Exercise goal =>
Lines from the top of the entries through the line that has "Turn all roads" must be duplicated exactly, and no others.

Stored data entries:

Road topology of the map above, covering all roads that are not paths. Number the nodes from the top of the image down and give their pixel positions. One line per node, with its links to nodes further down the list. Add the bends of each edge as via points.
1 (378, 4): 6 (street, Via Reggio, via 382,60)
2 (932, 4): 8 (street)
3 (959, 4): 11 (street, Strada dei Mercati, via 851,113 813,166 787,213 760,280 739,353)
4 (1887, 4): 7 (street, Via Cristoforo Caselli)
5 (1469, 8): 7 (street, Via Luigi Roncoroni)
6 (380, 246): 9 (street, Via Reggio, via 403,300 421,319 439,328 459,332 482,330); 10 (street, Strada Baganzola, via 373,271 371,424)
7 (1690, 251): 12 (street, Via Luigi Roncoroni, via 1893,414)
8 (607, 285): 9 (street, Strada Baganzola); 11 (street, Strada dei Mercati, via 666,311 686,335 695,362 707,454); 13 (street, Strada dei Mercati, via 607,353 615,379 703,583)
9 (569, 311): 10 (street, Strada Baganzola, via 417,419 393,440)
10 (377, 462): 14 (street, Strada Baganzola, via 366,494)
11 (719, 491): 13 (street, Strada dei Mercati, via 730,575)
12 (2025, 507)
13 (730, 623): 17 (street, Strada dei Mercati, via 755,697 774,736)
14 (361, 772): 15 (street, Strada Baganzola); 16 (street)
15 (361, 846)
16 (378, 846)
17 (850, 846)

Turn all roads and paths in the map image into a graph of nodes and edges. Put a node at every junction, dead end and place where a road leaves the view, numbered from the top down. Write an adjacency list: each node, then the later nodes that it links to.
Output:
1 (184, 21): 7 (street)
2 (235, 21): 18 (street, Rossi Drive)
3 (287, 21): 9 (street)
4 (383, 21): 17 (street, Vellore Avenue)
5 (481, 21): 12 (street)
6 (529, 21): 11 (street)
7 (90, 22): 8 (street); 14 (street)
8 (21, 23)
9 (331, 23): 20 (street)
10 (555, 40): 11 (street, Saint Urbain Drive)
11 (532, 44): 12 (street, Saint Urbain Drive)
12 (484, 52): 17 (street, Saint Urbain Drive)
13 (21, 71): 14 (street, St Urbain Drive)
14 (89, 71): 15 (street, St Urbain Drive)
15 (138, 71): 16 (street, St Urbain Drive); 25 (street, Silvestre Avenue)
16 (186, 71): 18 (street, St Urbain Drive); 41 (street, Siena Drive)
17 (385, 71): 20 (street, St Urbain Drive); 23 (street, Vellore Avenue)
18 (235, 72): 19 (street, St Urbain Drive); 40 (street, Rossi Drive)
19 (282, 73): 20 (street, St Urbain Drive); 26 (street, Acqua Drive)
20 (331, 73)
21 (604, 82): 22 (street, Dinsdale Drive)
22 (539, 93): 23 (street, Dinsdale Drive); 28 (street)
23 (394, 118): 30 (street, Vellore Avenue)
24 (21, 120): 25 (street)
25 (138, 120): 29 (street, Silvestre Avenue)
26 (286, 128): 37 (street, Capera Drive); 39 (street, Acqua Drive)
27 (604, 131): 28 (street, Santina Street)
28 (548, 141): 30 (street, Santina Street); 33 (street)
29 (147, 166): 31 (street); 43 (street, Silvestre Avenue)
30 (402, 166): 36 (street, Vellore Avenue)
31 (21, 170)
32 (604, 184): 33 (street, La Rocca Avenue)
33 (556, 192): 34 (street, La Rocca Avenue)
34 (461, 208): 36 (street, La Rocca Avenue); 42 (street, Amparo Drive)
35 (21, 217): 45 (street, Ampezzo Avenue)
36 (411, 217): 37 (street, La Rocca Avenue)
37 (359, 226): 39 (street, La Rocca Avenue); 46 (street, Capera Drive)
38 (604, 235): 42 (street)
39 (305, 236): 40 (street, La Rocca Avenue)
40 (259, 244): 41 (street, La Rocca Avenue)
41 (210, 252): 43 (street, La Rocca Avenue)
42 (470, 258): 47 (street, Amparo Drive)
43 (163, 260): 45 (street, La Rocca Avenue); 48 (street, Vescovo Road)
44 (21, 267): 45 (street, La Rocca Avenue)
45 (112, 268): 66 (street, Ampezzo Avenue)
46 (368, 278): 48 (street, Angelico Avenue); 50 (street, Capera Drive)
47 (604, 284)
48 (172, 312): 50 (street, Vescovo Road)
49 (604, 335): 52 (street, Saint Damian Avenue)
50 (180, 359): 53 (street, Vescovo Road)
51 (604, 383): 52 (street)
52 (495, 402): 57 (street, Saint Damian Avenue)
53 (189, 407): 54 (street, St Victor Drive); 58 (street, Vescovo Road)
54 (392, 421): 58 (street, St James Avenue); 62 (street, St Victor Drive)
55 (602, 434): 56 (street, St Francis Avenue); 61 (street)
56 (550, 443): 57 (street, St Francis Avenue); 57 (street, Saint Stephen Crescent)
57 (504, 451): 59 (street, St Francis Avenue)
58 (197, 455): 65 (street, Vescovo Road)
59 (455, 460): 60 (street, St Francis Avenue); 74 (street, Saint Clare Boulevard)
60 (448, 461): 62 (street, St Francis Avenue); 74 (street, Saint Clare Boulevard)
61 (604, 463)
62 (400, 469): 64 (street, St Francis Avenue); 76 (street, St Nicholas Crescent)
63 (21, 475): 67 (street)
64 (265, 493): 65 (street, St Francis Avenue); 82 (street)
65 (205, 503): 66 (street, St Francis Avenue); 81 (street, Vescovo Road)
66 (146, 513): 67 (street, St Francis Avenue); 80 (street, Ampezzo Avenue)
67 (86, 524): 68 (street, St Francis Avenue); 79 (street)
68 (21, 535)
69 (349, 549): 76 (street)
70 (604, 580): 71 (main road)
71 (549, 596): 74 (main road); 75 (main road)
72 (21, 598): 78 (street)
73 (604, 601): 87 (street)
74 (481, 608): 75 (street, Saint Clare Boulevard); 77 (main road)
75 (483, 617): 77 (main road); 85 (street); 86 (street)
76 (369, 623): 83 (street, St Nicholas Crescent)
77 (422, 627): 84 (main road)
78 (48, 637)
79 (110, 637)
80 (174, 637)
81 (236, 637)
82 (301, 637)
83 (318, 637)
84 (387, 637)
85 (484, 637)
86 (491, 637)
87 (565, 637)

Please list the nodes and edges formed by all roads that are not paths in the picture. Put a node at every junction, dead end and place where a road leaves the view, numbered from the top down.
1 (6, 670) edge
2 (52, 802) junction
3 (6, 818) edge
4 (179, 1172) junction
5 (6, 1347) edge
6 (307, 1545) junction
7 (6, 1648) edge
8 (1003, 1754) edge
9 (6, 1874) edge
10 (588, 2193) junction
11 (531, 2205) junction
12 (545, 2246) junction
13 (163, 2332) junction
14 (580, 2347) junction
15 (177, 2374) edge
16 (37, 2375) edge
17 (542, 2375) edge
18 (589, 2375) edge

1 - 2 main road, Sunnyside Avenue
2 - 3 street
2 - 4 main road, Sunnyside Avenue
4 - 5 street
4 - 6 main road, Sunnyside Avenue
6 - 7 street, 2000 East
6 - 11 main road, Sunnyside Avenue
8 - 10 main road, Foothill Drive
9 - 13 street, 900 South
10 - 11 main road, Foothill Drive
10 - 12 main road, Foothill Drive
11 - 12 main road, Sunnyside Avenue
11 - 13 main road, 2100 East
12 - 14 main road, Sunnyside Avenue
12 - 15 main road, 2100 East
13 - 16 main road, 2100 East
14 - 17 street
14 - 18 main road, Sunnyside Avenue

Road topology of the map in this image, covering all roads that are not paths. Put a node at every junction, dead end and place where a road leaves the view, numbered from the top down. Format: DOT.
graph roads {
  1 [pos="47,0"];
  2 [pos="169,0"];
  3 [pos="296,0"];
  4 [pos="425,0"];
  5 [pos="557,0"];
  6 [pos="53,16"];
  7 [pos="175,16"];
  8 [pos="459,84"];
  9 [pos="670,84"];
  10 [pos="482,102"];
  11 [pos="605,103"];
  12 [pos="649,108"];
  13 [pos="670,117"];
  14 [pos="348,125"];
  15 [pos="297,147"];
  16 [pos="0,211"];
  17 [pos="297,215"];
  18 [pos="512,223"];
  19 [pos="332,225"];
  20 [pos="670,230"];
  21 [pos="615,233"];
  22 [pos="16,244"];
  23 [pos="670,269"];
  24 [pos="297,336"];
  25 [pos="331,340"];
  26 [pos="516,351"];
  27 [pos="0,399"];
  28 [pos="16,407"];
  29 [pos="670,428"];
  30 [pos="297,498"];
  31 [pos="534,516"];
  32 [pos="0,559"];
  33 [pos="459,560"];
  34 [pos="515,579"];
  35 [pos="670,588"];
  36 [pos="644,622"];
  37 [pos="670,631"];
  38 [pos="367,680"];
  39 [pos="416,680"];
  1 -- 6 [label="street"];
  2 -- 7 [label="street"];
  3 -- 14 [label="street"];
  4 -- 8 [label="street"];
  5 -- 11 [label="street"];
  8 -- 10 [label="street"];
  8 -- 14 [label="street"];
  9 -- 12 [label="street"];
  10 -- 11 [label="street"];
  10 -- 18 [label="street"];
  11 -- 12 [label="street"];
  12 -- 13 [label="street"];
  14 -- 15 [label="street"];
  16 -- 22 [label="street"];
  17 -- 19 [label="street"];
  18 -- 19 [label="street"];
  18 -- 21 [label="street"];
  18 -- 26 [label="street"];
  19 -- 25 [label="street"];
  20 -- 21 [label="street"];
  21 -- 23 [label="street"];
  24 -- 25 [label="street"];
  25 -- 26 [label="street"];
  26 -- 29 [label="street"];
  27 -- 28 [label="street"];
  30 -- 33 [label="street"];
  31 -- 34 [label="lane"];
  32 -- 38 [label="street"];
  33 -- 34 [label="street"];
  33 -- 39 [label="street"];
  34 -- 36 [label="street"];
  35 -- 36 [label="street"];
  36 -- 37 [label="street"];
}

Answer box =>
Road topology of the map above, covering all roads that are not paths. Number the nodes from the top of the image down and give their pixel positions. One line per node, with its links to nodes further down the list. Add the bends of each edge as via points.
1 (378, 4): 6 (street, Via Reggio, via 382,60)
2 (932, 4): 8 (street)
3 (959, 4): 11 (street, Strada dei Mercati, via 851,113 813,166 787,213 760,280 739,353)
4 (1887, 4): 7 (street, Via Cristoforo Caselli)
5 (1469, 8): 7 (street, Via Luigi Roncoroni)
6 (380, 246): 9 (street, Via Reggio, via 403,300 421,319 439,328 459,332 482,330); 10 (street, Strada Baganzola, via 373,271 371,424)
7 (1690, 251): 12 (street, Via Luigi Roncoroni, via 1893,414)
8 (607, 285): 9 (street, Strada Baganzola); 11 (street, Strada dei Mercati, via 666,311 686,335 695,362 707,454); 13 (street, Strada dei Mercati, via 607,353 615,379 703,583)
9 (569, 311): 10 (street, Strada Baganzola, via 417,419 393,440)
10 (377, 462): 14 (street, Strada Baganzola, via 366,494)
11 (719, 491): 13 (street, Strada dei Mercati, via 730,575)
12 (2025, 507)
13 (730, 623): 17 (street, Strada dei Mercati, via 755,697 774,736)
14 (361, 772): 15 (street, Strada Baganzola); 16 (street)
15 (361, 846)
16 (378, 846)
17 (850, 846)

Turn all roads and paths in the map image into a graph of nodes and edges. Put a node at every junction, dead end and place where a road leaves the view, numbered from the top down. Write an adjacency list: each node, then the later nodes that it links to.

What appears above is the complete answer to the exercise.